Microsoft is rumoured to be launching another Xbox One console next year, but unlike its midstream Xbox One X spec-bump it's doing away with a key feature: The optical drive.
The pre-launch marketing for Microsoft's Xbox One, the numerically-confusing third major release in the company's Xbox range after the original Xbox and its follow-up the Xbox 360, was not an unalloyed success: A high price thanks to the bundled and at-the-time mandatory Kinect depth-sensing camera system allowed Sony and its rival PlayStation 4 to undercut the device on cost, while Microsoft handed over another PR win through the use of restrictive digital rights management (DRM) which would require users to pay a fee to play second-hand physical games and require an always-on internet connection.
Backlash to then-president of Microsoft's interactive entertainment business Don Mattrick's defence of the latter anti-feature by saying those without a permanent internet connection can just buy an Xbox 360 instead was the straw that broke the camel's back: In the months that followed Microsoft abandoned many of its less popular plans, including removing the need for always-on internet connection and the mandatory use of the Kinect sensor before dropping it from the bundles to better meet Sony on price.
Since then, the Xbox One has proven a popular device, and its midstream Xbox One X refresh, not to be confused with the cheaper and smaller Xbox One S, brought improved specifications into the mix. The company's next release, though, is rumoured to be going in the opposite direction, ripping out a key feature in order to bring the cost of the device down: the Blu-ray drive.
According to unnamed sources speaking to Microsoft-watcher Thurrot, Microsoft's next Xbox console will be a sub-$200 device based on the Xbox One S but without the Blu-ray drive. Users will instead be expected to buy their titles as downloads, while physical discs can be surrendered at participating shops for a download code - a plan not a million miles away from how the company originally planned to handle second-hand sales on the Xbox One.
The sources claims - currently neither confirmed nor denied by Microsoft - point to, effectively, a similar strategy to Sony's unpopular PlayStation Portable Go, which removed the PlayStation Portable's Universal Media Disc (UMD) drive and concentrated solely on digital distribution and which was hampered by boycotts from retailers over their inability to sell high-margin physical games alongside the low-margin console hardware and the cancellation of a plan to offer physical-to-digital trade-ins as Microsoft is rumoured to offer.

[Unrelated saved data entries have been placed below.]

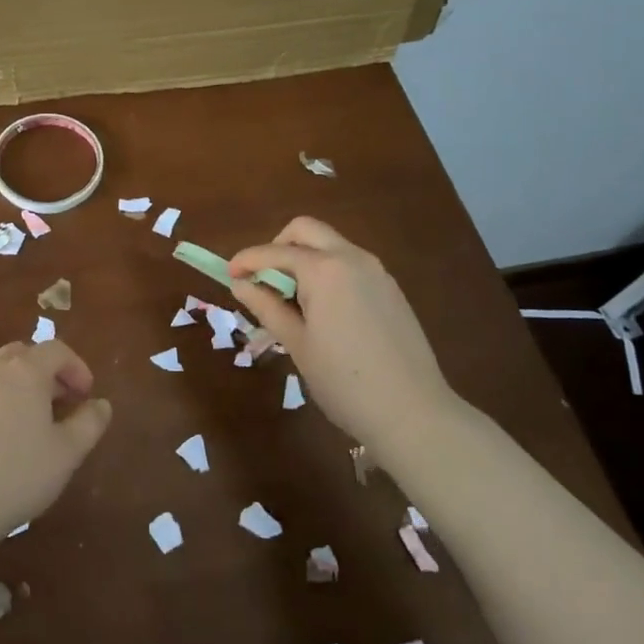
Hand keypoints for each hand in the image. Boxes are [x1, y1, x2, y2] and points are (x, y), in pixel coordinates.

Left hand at [0, 339, 111, 552]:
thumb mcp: (66, 454)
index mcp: (24, 372)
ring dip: (18, 388)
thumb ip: (89, 423)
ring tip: (28, 425)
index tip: (85, 396)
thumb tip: (101, 404)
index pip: (56, 350)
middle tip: (59, 404)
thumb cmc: (15, 476)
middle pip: (23, 354)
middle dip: (46, 372)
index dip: (76, 367)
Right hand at [228, 217, 455, 450]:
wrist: (413, 413)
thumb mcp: (297, 344)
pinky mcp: (391, 289)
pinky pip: (350, 264)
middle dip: (278, 246)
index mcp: (325, 269)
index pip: (275, 252)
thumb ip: (266, 306)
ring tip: (292, 300)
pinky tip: (323, 310)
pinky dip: (327, 271)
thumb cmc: (344, 381)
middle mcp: (352, 258)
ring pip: (331, 245)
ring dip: (304, 258)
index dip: (247, 260)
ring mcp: (377, 271)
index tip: (229, 275)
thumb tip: (241, 284)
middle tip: (264, 279)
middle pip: (306, 230)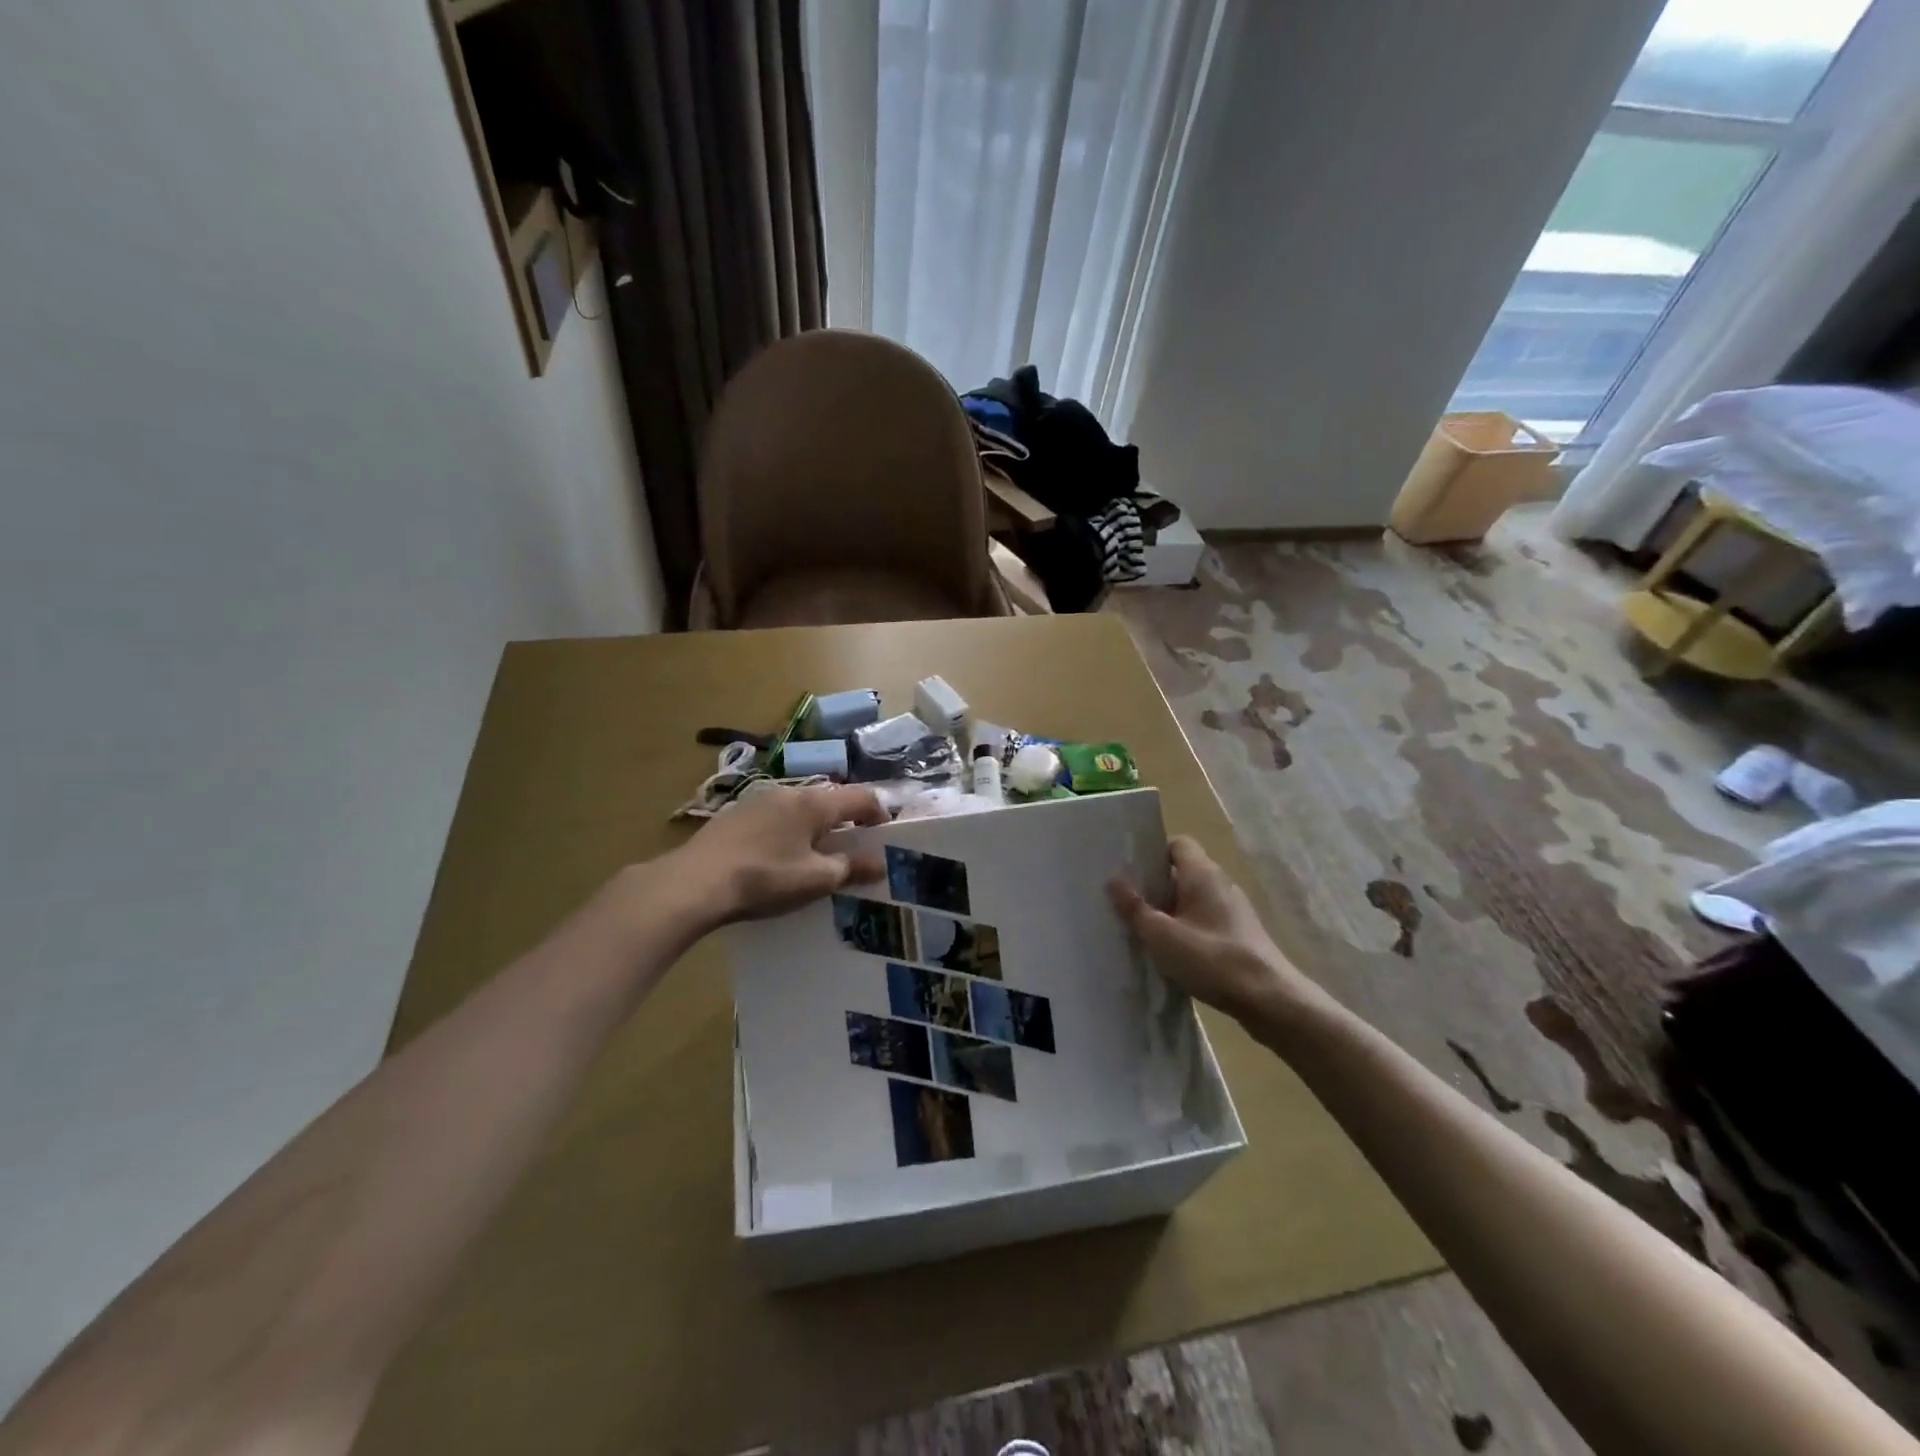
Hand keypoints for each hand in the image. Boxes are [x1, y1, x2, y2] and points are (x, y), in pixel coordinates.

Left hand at [671, 783, 887, 925]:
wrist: (694, 882)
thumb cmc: (765, 878)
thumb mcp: (816, 879)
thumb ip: (851, 868)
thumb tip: (879, 862)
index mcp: (816, 802)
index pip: (862, 797)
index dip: (880, 815)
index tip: (885, 840)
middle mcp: (791, 791)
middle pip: (832, 800)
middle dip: (848, 824)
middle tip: (854, 854)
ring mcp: (760, 799)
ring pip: (802, 808)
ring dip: (817, 828)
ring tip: (818, 858)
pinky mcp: (737, 814)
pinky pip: (778, 817)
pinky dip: (791, 832)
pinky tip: (780, 858)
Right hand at [1108, 836, 1313, 1019]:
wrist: (1269, 1000)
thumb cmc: (1211, 959)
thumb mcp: (1161, 935)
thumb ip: (1135, 907)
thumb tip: (1113, 880)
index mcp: (1202, 873)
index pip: (1177, 844)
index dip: (1153, 853)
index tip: (1131, 873)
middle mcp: (1220, 883)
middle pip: (1182, 872)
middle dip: (1155, 886)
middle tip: (1127, 904)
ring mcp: (1233, 910)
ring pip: (1192, 899)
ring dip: (1169, 911)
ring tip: (1143, 931)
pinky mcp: (1239, 934)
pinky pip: (1205, 920)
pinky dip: (1187, 929)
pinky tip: (1172, 953)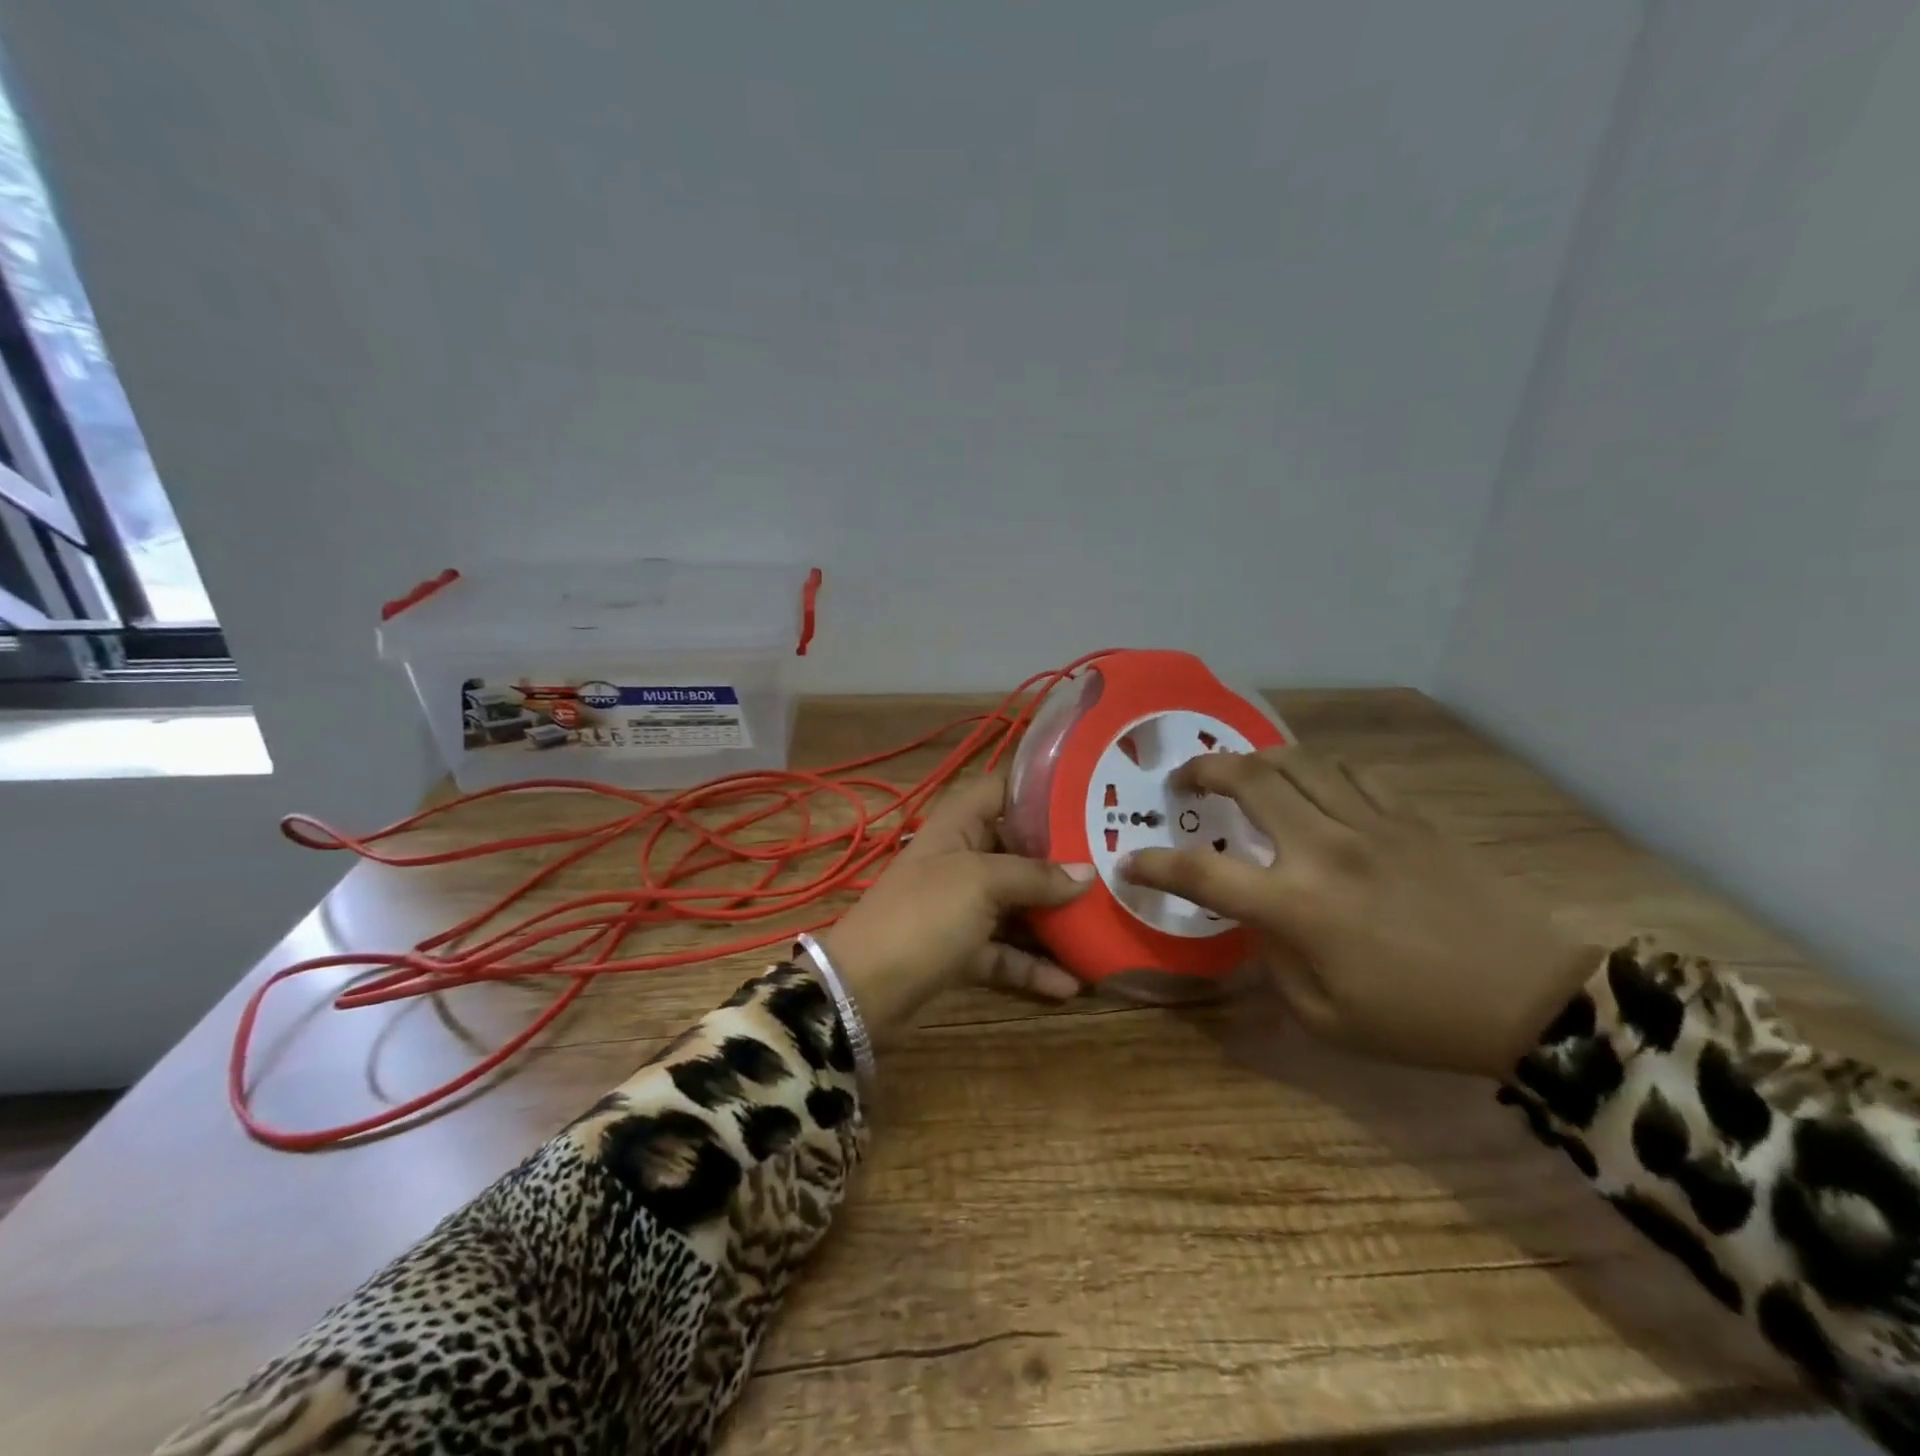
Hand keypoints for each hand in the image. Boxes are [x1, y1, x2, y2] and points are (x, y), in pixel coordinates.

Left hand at [818, 773, 1093, 1044]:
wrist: (863, 991)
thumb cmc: (924, 915)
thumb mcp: (980, 883)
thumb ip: (1034, 875)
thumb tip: (1088, 872)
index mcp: (957, 826)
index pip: (999, 790)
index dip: (1038, 788)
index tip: (1088, 795)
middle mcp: (961, 860)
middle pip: (1017, 850)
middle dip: (1062, 859)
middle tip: (1114, 863)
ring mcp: (961, 907)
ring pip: (1017, 904)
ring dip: (1055, 917)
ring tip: (1104, 923)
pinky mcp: (962, 950)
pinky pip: (1006, 951)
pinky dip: (1034, 966)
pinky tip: (1073, 983)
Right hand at [1121, 747, 1599, 1080]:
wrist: (1534, 1000)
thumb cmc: (1418, 1021)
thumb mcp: (1325, 1018)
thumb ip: (1273, 961)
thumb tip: (1257, 920)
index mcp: (1297, 906)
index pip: (1201, 873)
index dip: (1155, 866)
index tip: (1131, 863)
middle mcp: (1324, 849)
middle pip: (1248, 780)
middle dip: (1202, 771)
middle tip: (1184, 782)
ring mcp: (1371, 824)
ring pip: (1296, 761)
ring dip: (1256, 761)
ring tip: (1242, 774)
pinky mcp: (1410, 816)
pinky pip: (1350, 772)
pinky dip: (1317, 771)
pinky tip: (1313, 787)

The PSP Go's launch price, too, proved a problem, putting it above the cost of a full-fat PSP - and while the move away from physical media allowed it to be smaller, lighter, and offer better battery life, these were not generally considered fair trade-offs for the loss of flexibility and higher price.
Microsoft, as is typical for the company, has not commented on the sources' claims, which would see the console released some time in 2019 ahead of a new Xbox One S variant.